Top 6 Summer Booty Exercises  – By Priscilla Lucci 


-One Leg at a time, step up on a bench and push through your heal. 3 sets of 20 each leg.

2. Sumo Squats

-With a Dumbbell or kettle bell stand with feet a little wider than shoulder width apart. Squat down keep knees behind your laces, and down until you feel a full stretch in your glutes. Push back up with the heel of your foot, and squeeze. 3 sets of 40

3. Lunges

-With kettle bells or dumbbells lunge forward with one foot and bend at the knee until each leg is at a 90 degree angle.
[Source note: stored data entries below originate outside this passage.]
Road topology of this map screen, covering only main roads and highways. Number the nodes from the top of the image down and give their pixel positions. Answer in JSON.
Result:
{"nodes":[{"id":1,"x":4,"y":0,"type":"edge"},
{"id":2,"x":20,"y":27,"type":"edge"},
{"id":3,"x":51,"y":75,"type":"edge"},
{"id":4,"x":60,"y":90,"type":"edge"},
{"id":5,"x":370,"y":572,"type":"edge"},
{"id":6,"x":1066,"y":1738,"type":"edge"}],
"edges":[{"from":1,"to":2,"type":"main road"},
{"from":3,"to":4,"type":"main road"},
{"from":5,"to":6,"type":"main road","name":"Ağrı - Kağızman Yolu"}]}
Push back up using the heal of your foot. Lunge forward with opposite leg. 15 steps forward and 15 steps back.


4. Leg Press

-Keep feet up high and wide!


5. Squat Rack

-Light Weight 3 sets of 20. Squat similar to Sumo Squat only difference is feet shoulder width apart.


6. Back to Leg Press

-Feet high and together in the center. Heals only are on plate. Short reps (don't need to go deeps) this will work the "tear drop" outside sweep. 3 sets of 30.

How much weight will vary for each person, depends on how much fitness they do. In general like four reps of 40. You should feel a burn by count 25. If not up your weight by 10lbs.


These exercises will lift and make the booty round.